### Aim of the task
State the number of lines in the following data that include the word "this", with no other text.

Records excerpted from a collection

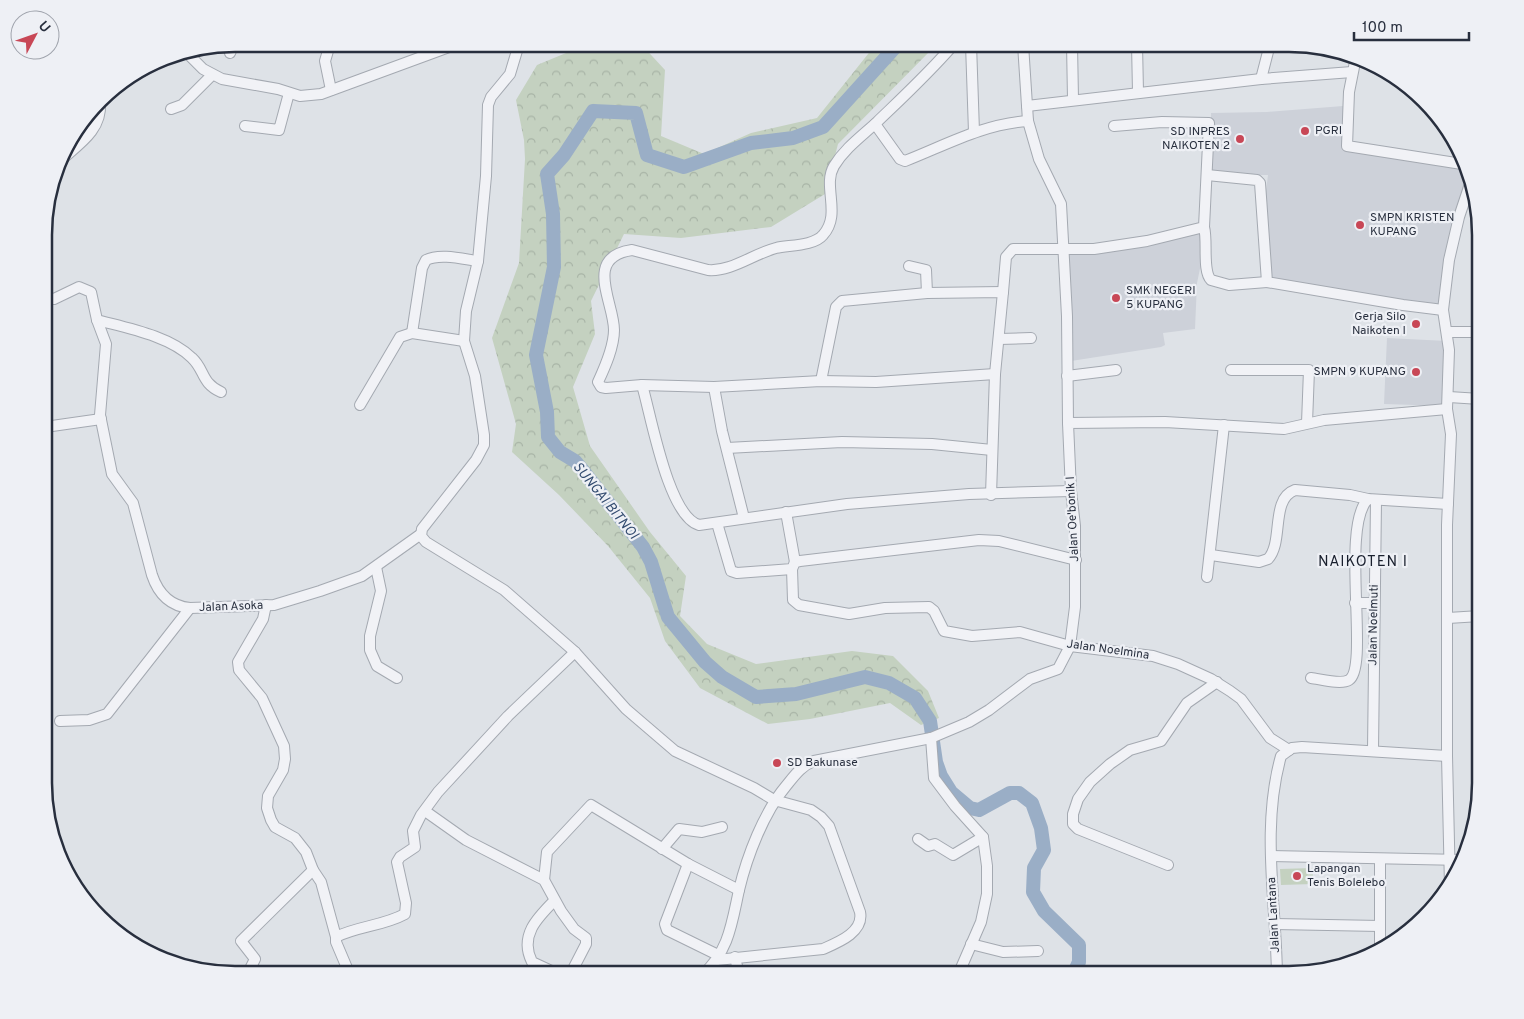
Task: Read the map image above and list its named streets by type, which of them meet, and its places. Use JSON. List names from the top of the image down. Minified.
{"streets":{"street":["Jalan Oe'bonik I","Jalan Asoka","Jalan Noelmuti","Jalan Noelmina","Jalan Lantana"]},"crossings":[["Jalan Oe'bonik I","Jalan Noelmina"],["Jalan Noelmina","Jalan Lantana"]],"districts":["NAIKOTEN I"],"water":["SUNGAI BITNOI"],"places":["PGRI","SD INPRES NAIKOTEN 2","SMPN KRISTEN KUPANG","SMK NEGERI 5 KUPANG","Gerja Silo Naikoten I","SMPN 9 KUPANG","SD Bakunase","Lapangan Tenis Bolelebo"],"scale_bar":"100 m","north":"top right"}
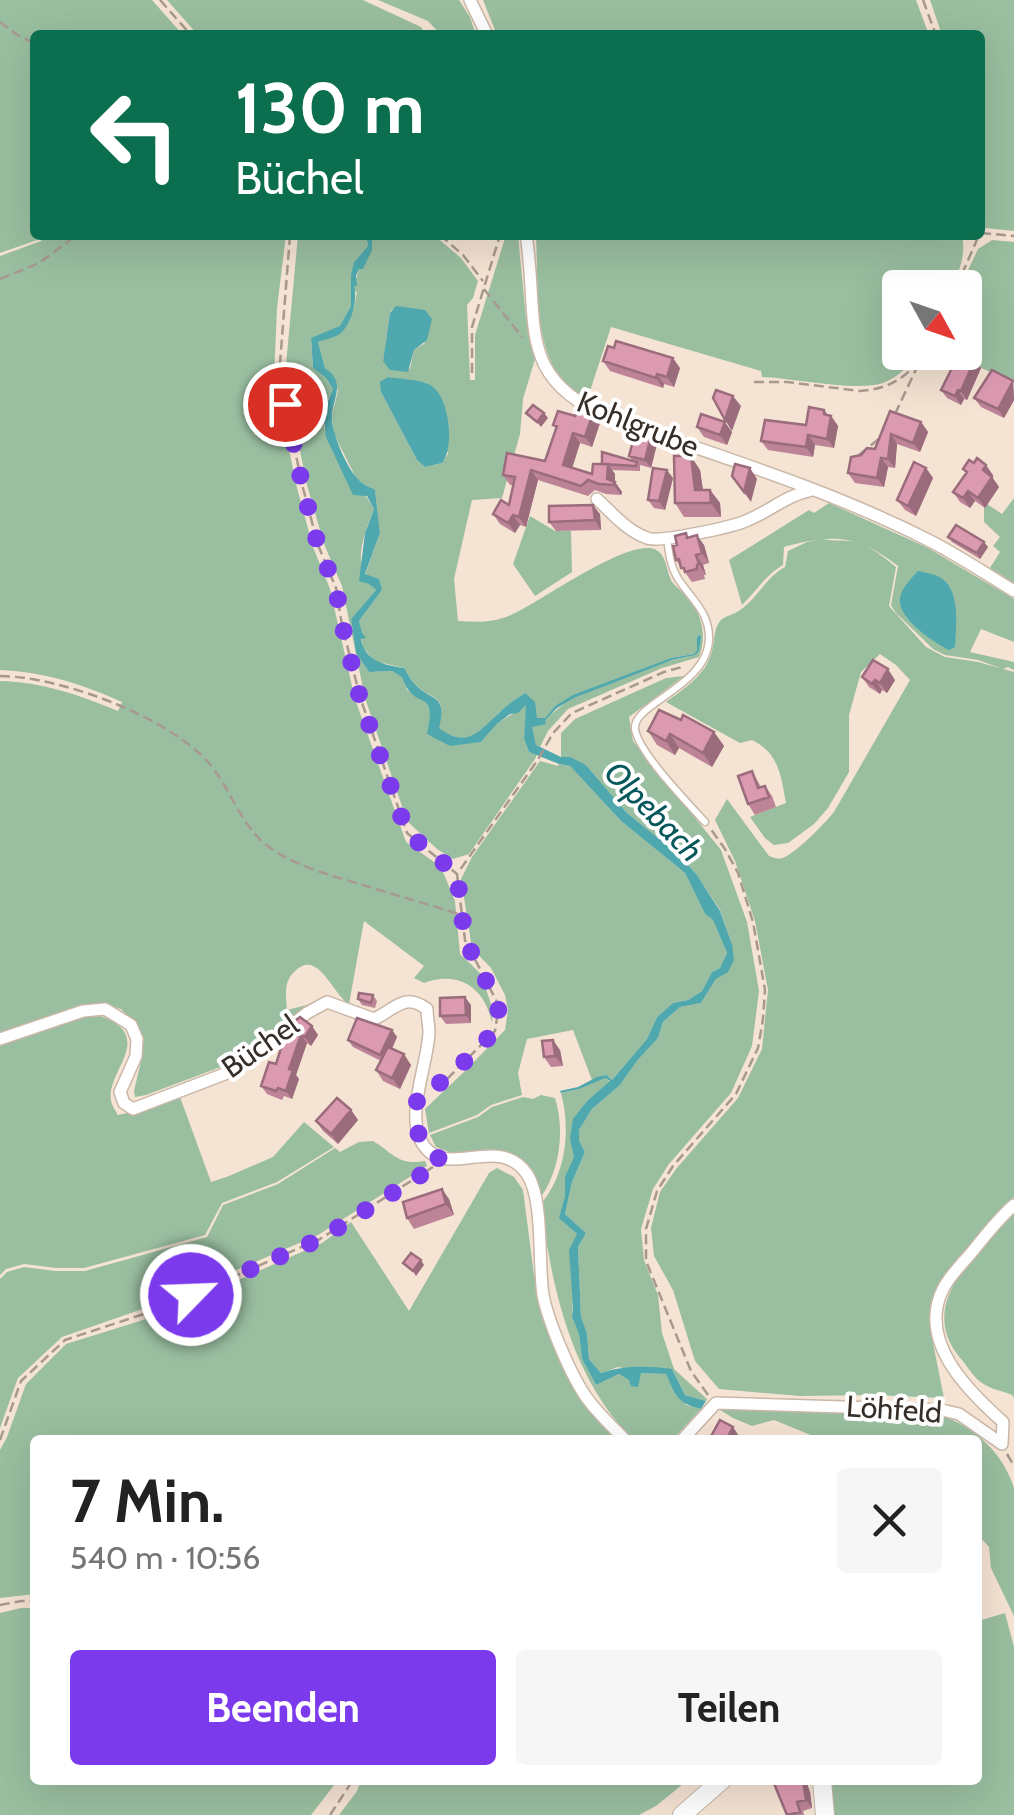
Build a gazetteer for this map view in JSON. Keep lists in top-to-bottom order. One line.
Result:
{"streets":{"street":["Kohlgrube","Büchel","Löhfeld"]},"water":["Olpebach"],"north":"bottom right","page":{"turn":["130 m","Büchel"],"heading":["7 Min.","540 m · 10:56"],"buttons":["Beenden","Teilen"]}}
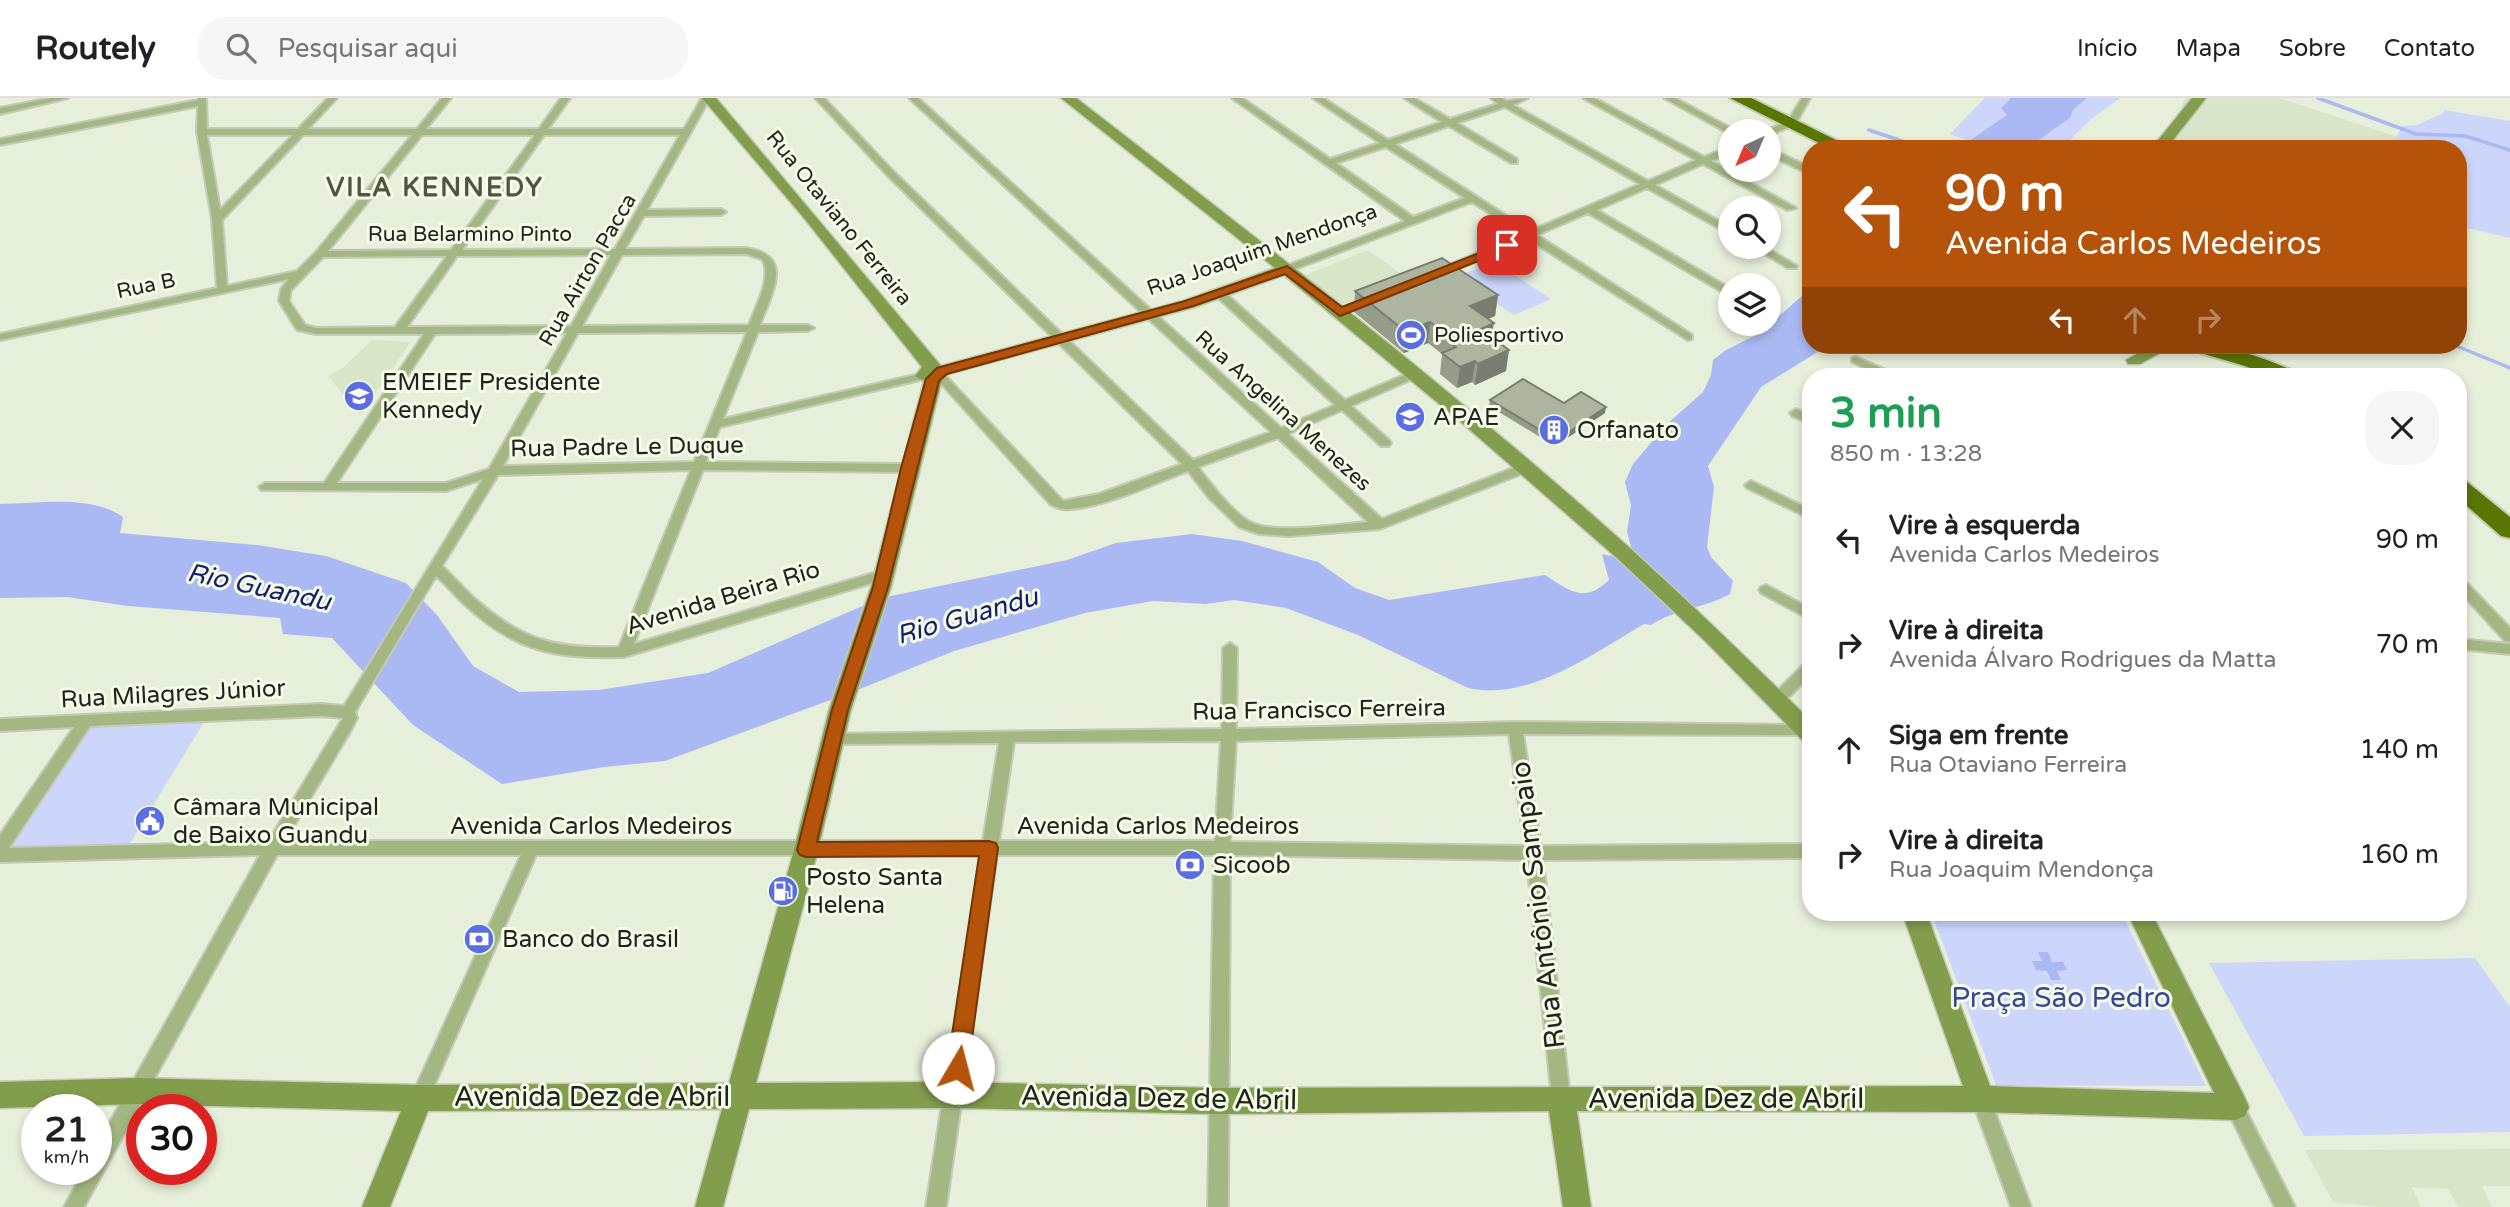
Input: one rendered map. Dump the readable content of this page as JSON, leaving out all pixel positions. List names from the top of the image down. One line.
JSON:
{"streets":{"street":["Rua Otaviano Ferreira","Rua Belarmino Pinto","Rua Joaquim Mendonça","Rua Airton Pacca","Rua B","Rua Angelina Menezes","Rua Padre Le Duque","Avenida Beira Rio","Rua Milagres Júnior","Rua Francisco Ferreira","Avenida Carlos Medeiros","Rua Antônio Sampaio","Avenida Dez de Abril"]},"crossings":[["Rua Otaviano Ferreira","Rua Joaquim Mendonça"],["Rua Otaviano Ferreira","Rua Airton Pacca"],["Rua Belarmino Pinto","Rua Airton Pacca"],["Rua Joaquim Mendonça","Rua Angelina Menezes"],["Rua Airton Pacca","Rua Padre Le Duque"],["Rua Airton Pacca","Avenida Beira Rio"],["Rua Airton Pacca","Rua Milagres Júnior"],["Rua Airton Pacca","Avenida Carlos Medeiros"],["Rua Airton Pacca","Avenida Dez de Abril"],["Rua Francisco Ferreira","Rua Antônio Sampaio"],["Avenida Carlos Medeiros","Rua Antônio Sampaio"],["Rua Antônio Sampaio","Avenida Dez de Abril"]],"districts":["VILA KENNEDY"],"water":["Rio Guandu"],"parks":["Praça São Pedro"],"places":{"sports":["Poliesportivo"],"school or university":["EMEIEF Presidente Kennedy","APAE"],"building":["Orfanato"],"public building":["Câmara Municipal de Baixo Guandu"],"bank":["Sicoob","Banco do Brasil"],"fuel station":["Posto Santa Helena"]},"north":"bottom left","page":{"header":"Routely","search":"Pesquisar aqui","nav":["Início","Mapa","Sobre","Contato"],"turn":["90 m","Avenida Carlos Medeiros"],"heading":["3 min","850 m · 13:28"],"list":[{"name":"Vire à esquerda","note":"Avenida Carlos Medeiros","value":"90 m"},{"name":"Vire à direita","note":"Avenida Álvaro Rodrigues da Matta","value":"70 m"},{"name":"Siga em frente","note":"Rua Otaviano Ferreira","value":"140 m"},{"name":"Vire à direita","note":"Rua Joaquim Mendonça","value":"160 m"}],"speed":"21 km/h","limit":"30"}}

### Answer to the problem
2